Task prompt – What is needed is the complete listing, repeated exactly.
───
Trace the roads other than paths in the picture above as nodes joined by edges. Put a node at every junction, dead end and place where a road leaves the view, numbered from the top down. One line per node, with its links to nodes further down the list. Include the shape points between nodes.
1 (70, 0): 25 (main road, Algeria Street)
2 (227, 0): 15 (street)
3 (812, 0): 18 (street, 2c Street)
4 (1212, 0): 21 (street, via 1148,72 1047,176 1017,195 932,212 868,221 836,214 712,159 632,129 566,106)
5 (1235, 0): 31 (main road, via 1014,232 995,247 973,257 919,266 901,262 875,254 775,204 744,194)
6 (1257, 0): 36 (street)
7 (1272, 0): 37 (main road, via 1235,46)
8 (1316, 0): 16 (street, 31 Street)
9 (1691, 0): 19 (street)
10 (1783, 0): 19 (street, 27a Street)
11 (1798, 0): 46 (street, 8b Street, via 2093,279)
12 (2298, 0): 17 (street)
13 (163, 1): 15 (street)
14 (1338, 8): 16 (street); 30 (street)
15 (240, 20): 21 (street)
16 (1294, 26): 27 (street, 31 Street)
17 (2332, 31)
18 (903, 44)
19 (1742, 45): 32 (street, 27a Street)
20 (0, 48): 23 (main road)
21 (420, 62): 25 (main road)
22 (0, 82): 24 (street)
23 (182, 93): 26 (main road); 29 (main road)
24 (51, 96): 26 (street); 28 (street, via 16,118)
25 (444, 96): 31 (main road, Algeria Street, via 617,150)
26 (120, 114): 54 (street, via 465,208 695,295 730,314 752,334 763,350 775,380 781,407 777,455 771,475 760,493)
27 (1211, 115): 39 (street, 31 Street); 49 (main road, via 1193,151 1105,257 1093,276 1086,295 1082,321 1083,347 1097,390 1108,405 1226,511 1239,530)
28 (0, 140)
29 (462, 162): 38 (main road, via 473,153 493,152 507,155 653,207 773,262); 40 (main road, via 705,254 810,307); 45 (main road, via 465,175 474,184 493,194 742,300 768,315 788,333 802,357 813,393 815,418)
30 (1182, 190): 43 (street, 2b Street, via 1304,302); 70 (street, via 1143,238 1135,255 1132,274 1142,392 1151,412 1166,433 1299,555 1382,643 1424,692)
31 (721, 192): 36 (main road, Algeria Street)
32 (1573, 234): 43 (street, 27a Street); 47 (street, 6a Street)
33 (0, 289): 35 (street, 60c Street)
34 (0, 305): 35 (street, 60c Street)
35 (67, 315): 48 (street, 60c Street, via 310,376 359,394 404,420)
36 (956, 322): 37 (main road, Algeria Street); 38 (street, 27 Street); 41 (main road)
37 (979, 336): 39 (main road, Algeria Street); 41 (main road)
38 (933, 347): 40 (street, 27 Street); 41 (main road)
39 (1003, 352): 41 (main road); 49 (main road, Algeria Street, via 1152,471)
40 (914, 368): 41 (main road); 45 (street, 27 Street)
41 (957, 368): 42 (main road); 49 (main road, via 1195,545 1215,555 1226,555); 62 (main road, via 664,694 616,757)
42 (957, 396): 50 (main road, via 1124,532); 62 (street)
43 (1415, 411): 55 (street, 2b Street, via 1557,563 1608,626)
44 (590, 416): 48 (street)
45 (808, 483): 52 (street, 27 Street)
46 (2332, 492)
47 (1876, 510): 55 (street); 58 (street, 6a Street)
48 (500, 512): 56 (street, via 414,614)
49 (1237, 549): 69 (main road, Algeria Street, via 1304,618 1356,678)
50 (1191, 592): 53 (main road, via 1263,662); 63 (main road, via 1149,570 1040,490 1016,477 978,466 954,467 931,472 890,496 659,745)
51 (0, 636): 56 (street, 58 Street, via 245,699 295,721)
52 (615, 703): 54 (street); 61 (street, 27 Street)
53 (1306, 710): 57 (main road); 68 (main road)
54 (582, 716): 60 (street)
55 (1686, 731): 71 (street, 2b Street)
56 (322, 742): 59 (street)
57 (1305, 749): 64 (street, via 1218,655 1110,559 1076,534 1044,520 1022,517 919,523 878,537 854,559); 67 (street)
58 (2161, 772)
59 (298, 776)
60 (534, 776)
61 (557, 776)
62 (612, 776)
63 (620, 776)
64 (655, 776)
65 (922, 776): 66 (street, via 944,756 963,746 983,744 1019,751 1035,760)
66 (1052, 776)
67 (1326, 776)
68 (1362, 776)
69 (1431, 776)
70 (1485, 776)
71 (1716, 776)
───
Response –
Trace the roads other than paths in the picture above as nodes joined by edges. Put a node at every junction, dead end and place where a road leaves the view, numbered from the top down. One line per node, with its links to nodes further down the list. Include the shape points between nodes.
1 (70, 0): 25 (main road, Algeria Street)
2 (227, 0): 15 (street)
3 (812, 0): 18 (street, 2c Street)
4 (1212, 0): 21 (street, via 1148,72 1047,176 1017,195 932,212 868,221 836,214 712,159 632,129 566,106)
5 (1235, 0): 31 (main road, via 1014,232 995,247 973,257 919,266 901,262 875,254 775,204 744,194)
6 (1257, 0): 36 (street)
7 (1272, 0): 37 (main road, via 1235,46)
8 (1316, 0): 16 (street, 31 Street)
9 (1691, 0): 19 (street)
10 (1783, 0): 19 (street, 27a Street)
11 (1798, 0): 46 (street, 8b Street, via 2093,279)
12 (2298, 0): 17 (street)
13 (163, 1): 15 (street)
14 (1338, 8): 16 (street); 30 (street)
15 (240, 20): 21 (street)
16 (1294, 26): 27 (street, 31 Street)
17 (2332, 31)
18 (903, 44)
19 (1742, 45): 32 (street, 27a Street)
20 (0, 48): 23 (main road)
21 (420, 62): 25 (main road)
22 (0, 82): 24 (street)
23 (182, 93): 26 (main road); 29 (main road)
24 (51, 96): 26 (street); 28 (street, via 16,118)
25 (444, 96): 31 (main road, Algeria Street, via 617,150)
26 (120, 114): 54 (street, via 465,208 695,295 730,314 752,334 763,350 775,380 781,407 777,455 771,475 760,493)
27 (1211, 115): 39 (street, 31 Street); 49 (main road, via 1193,151 1105,257 1093,276 1086,295 1082,321 1083,347 1097,390 1108,405 1226,511 1239,530)
28 (0, 140)
29 (462, 162): 38 (main road, via 473,153 493,152 507,155 653,207 773,262); 40 (main road, via 705,254 810,307); 45 (main road, via 465,175 474,184 493,194 742,300 768,315 788,333 802,357 813,393 815,418)
30 (1182, 190): 43 (street, 2b Street, via 1304,302); 70 (street, via 1143,238 1135,255 1132,274 1142,392 1151,412 1166,433 1299,555 1382,643 1424,692)
31 (721, 192): 36 (main road, Algeria Street)
32 (1573, 234): 43 (street, 27a Street); 47 (street, 6a Street)
33 (0, 289): 35 (street, 60c Street)
34 (0, 305): 35 (street, 60c Street)
35 (67, 315): 48 (street, 60c Street, via 310,376 359,394 404,420)
36 (956, 322): 37 (main road, Algeria Street); 38 (street, 27 Street); 41 (main road)
37 (979, 336): 39 (main road, Algeria Street); 41 (main road)
38 (933, 347): 40 (street, 27 Street); 41 (main road)
39 (1003, 352): 41 (main road); 49 (main road, Algeria Street, via 1152,471)
40 (914, 368): 41 (main road); 45 (street, 27 Street)
41 (957, 368): 42 (main road); 49 (main road, via 1195,545 1215,555 1226,555); 62 (main road, via 664,694 616,757)
42 (957, 396): 50 (main road, via 1124,532); 62 (street)
43 (1415, 411): 55 (street, 2b Street, via 1557,563 1608,626)
44 (590, 416): 48 (street)
45 (808, 483): 52 (street, 27 Street)
46 (2332, 492)
47 (1876, 510): 55 (street); 58 (street, 6a Street)
48 (500, 512): 56 (street, via 414,614)
49 (1237, 549): 69 (main road, Algeria Street, via 1304,618 1356,678)
50 (1191, 592): 53 (main road, via 1263,662); 63 (main road, via 1149,570 1040,490 1016,477 978,466 954,467 931,472 890,496 659,745)
51 (0, 636): 56 (street, 58 Street, via 245,699 295,721)
52 (615, 703): 54 (street); 61 (street, 27 Street)
53 (1306, 710): 57 (main road); 68 (main road)
54 (582, 716): 60 (street)
55 (1686, 731): 71 (street, 2b Street)
56 (322, 742): 59 (street)
57 (1305, 749): 64 (street, via 1218,655 1110,559 1076,534 1044,520 1022,517 919,523 878,537 854,559); 67 (street)
58 (2161, 772)
59 (298, 776)
60 (534, 776)
61 (557, 776)
62 (612, 776)
63 (620, 776)
64 (655, 776)
65 (922, 776): 66 (street, via 944,756 963,746 983,744 1019,751 1035,760)
66 (1052, 776)
67 (1326, 776)
68 (1362, 776)
69 (1431, 776)
70 (1485, 776)
71 (1716, 776)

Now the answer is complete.